## [Activity]
What is needed here is an exact printout of the data, with no pictures included.

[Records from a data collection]
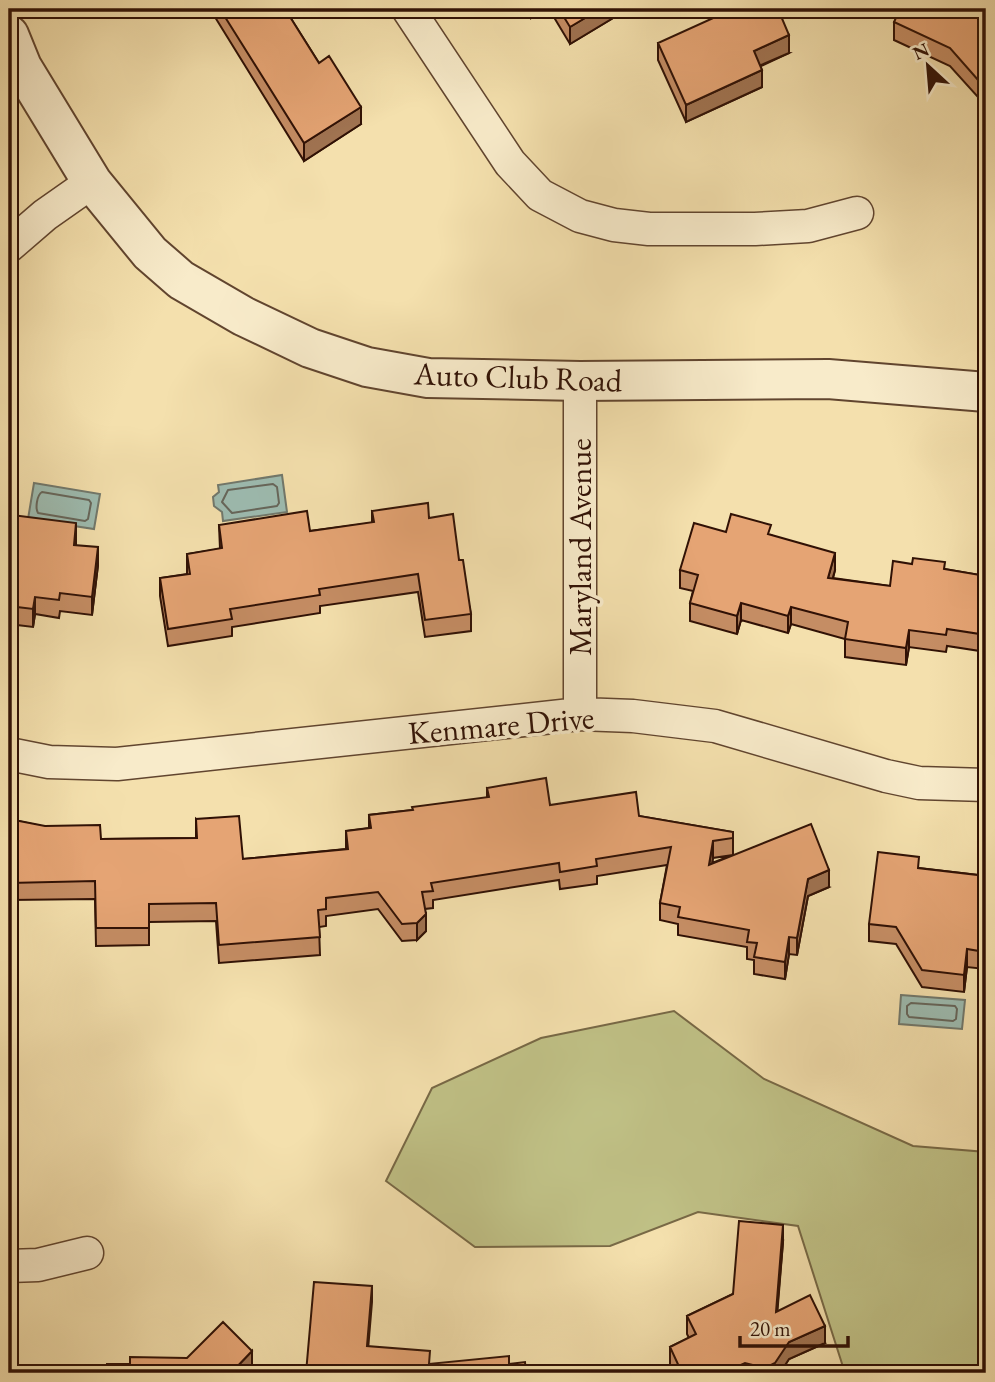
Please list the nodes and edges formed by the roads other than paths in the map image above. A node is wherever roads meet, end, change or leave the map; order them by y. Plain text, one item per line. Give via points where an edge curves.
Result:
1 (408, 9) edge
2 (9, 36) edge
3 (92, 183) junction
4 (857, 213) dead end
5 (9, 246) edge
6 (580, 381) junction
7 (986, 392) edge
8 (580, 714) junction
9 (9, 754) edge
10 (986, 785) edge
11 (87, 1253) dead end
12 (9, 1266) edge

1 - 4 street via 510,163 540,195 580,216 649,229 755,229 808,226
2 - 3 street, Auto Club Road via 22,67
3 - 5 street
3 - 6 street, Auto Club Road via 150,253 181,280 310,348 367,367 428,378
6 - 7 street, Auto Club Road via 828,379
6 - 8 street, Maryland Avenue
8 - 9 street, Kenmare Drive via 117,764 49,762
8 - 10 street, Kenmare Drive via 715,726 919,783
11 - 12 street via 38,1265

## [Task response]
Please list the nodes and edges formed by the roads other than paths in the map image above. A node is wherever roads meet, end, change or leave the map; order them by y. Plain text, one item per line. Give via points where an edge curves.
Result:
1 (408, 9) edge
2 (9, 36) edge
3 (92, 183) junction
4 (857, 213) dead end
5 (9, 246) edge
6 (580, 381) junction
7 (986, 392) edge
8 (580, 714) junction
9 (9, 754) edge
10 (986, 785) edge
11 (87, 1253) dead end
12 (9, 1266) edge

1 - 4 street via 510,163 540,195 580,216 649,229 755,229 808,226
2 - 3 street, Auto Club Road via 22,67
3 - 5 street
3 - 6 street, Auto Club Road via 150,253 181,280 310,348 367,367 428,378
6 - 7 street, Auto Club Road via 828,379
6 - 8 street, Maryland Avenue
8 - 9 street, Kenmare Drive via 117,764 49,762
8 - 10 street, Kenmare Drive via 715,726 919,783
11 - 12 street via 38,1265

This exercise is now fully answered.